Records contained in a dataset
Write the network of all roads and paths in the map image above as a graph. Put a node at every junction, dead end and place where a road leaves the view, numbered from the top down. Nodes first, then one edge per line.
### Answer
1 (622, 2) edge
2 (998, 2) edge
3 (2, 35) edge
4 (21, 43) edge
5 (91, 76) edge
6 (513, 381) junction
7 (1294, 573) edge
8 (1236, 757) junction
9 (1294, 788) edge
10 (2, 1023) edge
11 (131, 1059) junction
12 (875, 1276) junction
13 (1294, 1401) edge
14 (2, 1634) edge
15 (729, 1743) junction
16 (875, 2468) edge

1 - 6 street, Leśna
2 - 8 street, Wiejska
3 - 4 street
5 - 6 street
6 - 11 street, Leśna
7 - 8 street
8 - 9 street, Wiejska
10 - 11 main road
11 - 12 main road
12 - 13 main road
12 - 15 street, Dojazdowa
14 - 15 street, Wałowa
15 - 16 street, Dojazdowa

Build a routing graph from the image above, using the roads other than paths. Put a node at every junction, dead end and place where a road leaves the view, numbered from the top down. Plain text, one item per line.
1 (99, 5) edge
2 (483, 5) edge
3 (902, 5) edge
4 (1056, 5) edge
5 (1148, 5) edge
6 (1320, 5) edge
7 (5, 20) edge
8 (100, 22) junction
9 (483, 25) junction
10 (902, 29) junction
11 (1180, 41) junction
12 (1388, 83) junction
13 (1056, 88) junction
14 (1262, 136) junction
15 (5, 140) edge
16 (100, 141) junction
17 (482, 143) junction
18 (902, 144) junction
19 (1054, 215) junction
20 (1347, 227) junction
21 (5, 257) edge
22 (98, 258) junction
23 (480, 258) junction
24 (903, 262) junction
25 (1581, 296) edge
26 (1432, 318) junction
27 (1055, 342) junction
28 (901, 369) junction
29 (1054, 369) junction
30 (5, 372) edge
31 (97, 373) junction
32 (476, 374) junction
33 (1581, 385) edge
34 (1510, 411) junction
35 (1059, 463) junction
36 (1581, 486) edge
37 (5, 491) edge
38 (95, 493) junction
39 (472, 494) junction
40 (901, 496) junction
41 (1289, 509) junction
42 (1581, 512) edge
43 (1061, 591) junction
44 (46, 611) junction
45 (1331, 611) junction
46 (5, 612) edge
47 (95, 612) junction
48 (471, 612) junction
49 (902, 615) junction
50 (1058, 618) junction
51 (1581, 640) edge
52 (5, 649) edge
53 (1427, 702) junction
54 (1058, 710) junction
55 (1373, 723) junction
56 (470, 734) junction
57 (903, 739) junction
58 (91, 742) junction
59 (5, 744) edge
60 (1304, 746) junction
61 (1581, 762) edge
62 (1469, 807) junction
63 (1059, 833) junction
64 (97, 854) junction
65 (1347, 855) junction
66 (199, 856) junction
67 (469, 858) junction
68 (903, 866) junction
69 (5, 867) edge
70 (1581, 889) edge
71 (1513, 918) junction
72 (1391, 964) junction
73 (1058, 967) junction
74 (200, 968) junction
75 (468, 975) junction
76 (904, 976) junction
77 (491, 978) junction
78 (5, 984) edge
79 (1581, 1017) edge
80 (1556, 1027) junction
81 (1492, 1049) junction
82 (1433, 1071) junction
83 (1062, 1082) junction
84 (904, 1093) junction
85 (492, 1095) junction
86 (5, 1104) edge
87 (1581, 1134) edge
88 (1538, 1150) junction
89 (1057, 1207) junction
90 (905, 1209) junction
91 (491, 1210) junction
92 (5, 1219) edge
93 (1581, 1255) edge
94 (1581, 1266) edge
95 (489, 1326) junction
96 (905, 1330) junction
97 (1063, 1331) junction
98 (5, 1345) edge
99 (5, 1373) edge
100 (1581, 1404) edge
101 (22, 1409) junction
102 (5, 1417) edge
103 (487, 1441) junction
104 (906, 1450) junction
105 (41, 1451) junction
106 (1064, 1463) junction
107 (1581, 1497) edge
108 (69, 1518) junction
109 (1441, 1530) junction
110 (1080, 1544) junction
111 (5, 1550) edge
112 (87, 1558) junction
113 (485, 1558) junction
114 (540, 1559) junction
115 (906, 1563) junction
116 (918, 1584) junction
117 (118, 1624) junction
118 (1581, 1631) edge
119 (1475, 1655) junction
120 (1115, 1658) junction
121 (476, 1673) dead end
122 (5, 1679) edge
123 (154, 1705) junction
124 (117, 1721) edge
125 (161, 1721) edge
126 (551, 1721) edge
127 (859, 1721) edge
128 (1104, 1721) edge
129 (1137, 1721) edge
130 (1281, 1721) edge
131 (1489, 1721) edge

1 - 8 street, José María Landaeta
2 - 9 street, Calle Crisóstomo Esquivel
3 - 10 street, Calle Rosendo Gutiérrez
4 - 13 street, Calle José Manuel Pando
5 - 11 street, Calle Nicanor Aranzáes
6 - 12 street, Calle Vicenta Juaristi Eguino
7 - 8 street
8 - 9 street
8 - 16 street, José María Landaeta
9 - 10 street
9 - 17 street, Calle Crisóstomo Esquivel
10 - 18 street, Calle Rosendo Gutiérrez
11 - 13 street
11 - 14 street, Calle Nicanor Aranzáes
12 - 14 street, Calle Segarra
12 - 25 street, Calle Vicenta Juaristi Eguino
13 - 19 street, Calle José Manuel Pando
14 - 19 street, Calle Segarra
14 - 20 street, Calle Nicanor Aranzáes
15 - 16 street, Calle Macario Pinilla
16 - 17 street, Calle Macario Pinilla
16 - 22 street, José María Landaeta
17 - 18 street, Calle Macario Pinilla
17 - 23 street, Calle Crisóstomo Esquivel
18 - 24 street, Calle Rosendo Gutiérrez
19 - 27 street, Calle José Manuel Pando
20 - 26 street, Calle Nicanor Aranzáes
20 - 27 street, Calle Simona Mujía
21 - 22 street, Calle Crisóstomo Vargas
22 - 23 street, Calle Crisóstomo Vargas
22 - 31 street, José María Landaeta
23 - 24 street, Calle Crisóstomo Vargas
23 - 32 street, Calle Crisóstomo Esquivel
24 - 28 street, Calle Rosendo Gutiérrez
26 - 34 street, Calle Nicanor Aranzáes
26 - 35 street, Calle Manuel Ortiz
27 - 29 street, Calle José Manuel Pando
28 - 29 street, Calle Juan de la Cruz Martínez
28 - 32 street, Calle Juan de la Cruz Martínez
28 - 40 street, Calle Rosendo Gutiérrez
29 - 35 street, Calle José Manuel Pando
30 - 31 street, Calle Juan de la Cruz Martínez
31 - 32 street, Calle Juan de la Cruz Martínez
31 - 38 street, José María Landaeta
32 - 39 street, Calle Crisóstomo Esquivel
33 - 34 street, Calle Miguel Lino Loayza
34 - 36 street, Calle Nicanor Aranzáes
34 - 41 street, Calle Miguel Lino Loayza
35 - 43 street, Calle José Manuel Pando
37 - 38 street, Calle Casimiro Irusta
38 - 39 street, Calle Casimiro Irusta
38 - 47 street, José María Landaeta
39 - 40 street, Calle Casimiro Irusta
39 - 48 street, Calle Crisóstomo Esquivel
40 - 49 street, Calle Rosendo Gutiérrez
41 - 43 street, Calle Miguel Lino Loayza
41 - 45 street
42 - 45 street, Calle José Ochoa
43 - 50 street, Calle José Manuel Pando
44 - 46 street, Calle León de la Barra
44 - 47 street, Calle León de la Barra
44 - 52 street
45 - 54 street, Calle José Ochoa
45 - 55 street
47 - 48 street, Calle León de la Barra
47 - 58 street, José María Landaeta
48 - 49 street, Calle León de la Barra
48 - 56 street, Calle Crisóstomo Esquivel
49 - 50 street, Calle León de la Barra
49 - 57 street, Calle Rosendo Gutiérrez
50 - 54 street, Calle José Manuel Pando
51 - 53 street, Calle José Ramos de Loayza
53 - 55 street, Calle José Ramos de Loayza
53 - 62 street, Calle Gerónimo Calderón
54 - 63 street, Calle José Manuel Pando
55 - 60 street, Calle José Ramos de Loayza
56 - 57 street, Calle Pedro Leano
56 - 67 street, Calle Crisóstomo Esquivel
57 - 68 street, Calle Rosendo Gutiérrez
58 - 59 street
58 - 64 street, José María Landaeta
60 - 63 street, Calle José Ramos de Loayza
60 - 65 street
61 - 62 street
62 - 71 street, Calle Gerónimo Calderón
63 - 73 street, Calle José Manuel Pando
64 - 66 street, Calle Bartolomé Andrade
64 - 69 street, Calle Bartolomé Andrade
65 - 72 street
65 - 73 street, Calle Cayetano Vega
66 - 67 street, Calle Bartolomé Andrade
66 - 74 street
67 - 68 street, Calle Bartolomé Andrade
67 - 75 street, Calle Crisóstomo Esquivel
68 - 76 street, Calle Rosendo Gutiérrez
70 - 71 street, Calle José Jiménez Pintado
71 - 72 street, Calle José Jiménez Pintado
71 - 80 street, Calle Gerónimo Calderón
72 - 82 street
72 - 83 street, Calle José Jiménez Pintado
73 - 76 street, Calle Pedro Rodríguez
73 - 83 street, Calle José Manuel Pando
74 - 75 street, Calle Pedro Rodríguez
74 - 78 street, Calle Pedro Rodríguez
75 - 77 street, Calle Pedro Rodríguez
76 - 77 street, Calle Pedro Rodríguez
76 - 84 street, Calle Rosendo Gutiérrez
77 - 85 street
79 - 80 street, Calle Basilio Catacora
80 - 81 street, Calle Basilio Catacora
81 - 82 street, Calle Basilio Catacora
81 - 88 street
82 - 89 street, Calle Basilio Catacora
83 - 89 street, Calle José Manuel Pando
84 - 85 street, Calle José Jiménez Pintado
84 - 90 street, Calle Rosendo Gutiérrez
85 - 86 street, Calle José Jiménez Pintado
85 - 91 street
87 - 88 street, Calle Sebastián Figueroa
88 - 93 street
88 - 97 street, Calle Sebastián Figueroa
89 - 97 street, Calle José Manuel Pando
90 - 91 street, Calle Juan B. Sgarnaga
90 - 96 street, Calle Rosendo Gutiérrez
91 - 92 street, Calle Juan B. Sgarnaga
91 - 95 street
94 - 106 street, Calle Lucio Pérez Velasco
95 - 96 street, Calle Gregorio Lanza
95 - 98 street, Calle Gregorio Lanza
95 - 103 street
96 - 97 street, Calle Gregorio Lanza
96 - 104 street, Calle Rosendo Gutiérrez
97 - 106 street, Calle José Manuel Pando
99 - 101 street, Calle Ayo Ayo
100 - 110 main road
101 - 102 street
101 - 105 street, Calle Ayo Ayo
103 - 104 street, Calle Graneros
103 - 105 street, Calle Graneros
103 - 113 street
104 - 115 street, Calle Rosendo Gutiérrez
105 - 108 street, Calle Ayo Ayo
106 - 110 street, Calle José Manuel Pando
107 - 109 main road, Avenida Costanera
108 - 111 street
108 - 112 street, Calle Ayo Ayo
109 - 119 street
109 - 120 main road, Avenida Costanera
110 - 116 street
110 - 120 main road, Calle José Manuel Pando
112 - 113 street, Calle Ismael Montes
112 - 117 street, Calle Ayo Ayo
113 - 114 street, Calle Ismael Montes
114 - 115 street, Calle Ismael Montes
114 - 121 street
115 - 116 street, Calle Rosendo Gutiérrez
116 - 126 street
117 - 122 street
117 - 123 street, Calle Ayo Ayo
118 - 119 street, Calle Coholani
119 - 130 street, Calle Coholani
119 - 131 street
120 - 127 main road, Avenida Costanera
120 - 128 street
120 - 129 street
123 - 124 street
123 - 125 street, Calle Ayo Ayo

> **EXERCISE AIM**
In the entries above, find each line with "Bartolomé" and list it.

> **RESPONSE TO THIS TASK**
64 - 66 street, Calle Bartolomé Andrade
64 - 69 street, Calle Bartolomé Andrade
66 - 67 street, Calle Bartolomé Andrade
67 - 68 street, Calle Bartolomé Andrade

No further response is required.